Karfreitag erinnert an den Schmerz, den Menschen einander bereiten können, wenn sie sich unbedingt im Recht wähnen. „Kreuziget ihn!“ wurde zum Schlachtruf der Unduldsamen bis heute, der zornigen Reinen, die auf den Tod nicht mit sich reden lassen. Eine Idee davon hat sich bemerkenswerterweise Radio Eins vom RBB bewahrt, das witzig und ganz unblasphemisch für Karfreitag einen Themenschwerpunkt „Schmerz“ lanciert. Karsamstag (nicht mit Ostersamstag eine Woche später zu verwechseln) ist die Grabesruhe, das Dazwischen, das Schweigen Gottes, die Dunkelheit des Irdischen – ist Nietzsches ewiger Tag, Künstlers Aufgang, die Ahnung, dass wir Hoffnungen leichter begraben als nähren, Überlieferung schneller zerstören als befragen.

Was reichen wir weiter?

An der Osternacht scheiden sich die Geister – und das müssen sie auch. Das „Lumen Christi“ scheint nicht jedem, eine leibliche Auferstehung bleibt jenseits der Diskurse. Man kann den biblischen Zeugen glauben oder skeptisch bleiben, man kann Trug wittern oder ein Wunder ins eigene Kalkül ziehen. All das ist individueller Freiheit anheimgestellt, glücklicherweise. Doch vor der Frage, ob der Welt mehr Christentum guttäte, dürfen österlich Erhellte nicht zurückweichen: so wie überzeugte Muslime der Welt mehr Islam gönnen, leidenschaftliche Buddhisten ihr mehr Buddhismus. Wer als Christ mehr Welt fordert, der kennt nicht die Welt und traut nicht seinem Glauben.
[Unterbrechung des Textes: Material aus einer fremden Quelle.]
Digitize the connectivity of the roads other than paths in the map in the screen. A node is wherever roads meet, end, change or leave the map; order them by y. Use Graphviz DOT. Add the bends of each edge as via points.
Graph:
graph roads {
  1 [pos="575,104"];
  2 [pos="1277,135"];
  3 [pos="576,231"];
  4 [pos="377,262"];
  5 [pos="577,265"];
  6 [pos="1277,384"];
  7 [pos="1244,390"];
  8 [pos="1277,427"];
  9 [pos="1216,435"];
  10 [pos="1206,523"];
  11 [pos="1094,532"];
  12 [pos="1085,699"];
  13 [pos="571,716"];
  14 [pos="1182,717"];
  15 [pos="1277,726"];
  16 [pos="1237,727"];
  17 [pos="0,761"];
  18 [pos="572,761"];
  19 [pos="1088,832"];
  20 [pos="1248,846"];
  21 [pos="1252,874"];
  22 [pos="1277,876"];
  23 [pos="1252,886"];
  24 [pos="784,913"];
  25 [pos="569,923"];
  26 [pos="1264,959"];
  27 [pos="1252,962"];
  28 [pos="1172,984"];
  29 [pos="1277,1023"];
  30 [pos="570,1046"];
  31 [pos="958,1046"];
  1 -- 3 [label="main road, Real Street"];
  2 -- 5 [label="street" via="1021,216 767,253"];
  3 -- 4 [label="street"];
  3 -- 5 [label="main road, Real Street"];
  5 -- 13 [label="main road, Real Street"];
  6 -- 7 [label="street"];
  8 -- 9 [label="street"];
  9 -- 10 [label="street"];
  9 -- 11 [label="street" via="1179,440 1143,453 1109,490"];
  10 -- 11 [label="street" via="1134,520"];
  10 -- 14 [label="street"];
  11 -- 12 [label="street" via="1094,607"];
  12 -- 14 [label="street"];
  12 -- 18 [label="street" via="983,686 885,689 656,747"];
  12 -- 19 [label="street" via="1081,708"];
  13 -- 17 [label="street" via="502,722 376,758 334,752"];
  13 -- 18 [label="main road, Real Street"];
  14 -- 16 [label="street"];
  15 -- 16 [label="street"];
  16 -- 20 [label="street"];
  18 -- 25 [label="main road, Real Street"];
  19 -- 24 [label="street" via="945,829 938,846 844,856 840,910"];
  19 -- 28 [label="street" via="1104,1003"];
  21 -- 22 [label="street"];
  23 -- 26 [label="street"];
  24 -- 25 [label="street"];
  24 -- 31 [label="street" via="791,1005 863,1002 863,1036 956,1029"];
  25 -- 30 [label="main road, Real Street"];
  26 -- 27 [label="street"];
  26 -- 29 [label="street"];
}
Ostern fordert heraus, jedoch auf andere Weise, als es in manch floskelhafter Predigt behauptet wird. Die Frage, die Ostern stellt, lautet: Welche Geschichten sind der Überlieferung wert? Geschichten des Heils oder Szenarien des Unheils? Geschichten, die im Hier beginnen und im Jetzt enden, oder Geschichten mit weitem Horizont, bis zum Himmel hoch? Geschichten, die wir erfinden, oder Geschichten, die wir vorfinden? Geschichten aus der Ich-Perspektive oder Geschichten, die Raum lassen für Unerwartete und Unerwartetes? Was reichen wir weiter, anderen und Künftigen, ein „Kreuziget ihn!“ oder ein „Halleluja“? Eine Hoffnung oder einen Groll? Ostern kann die Stunde sein, da wir uns von uns selbst überraschen lassen.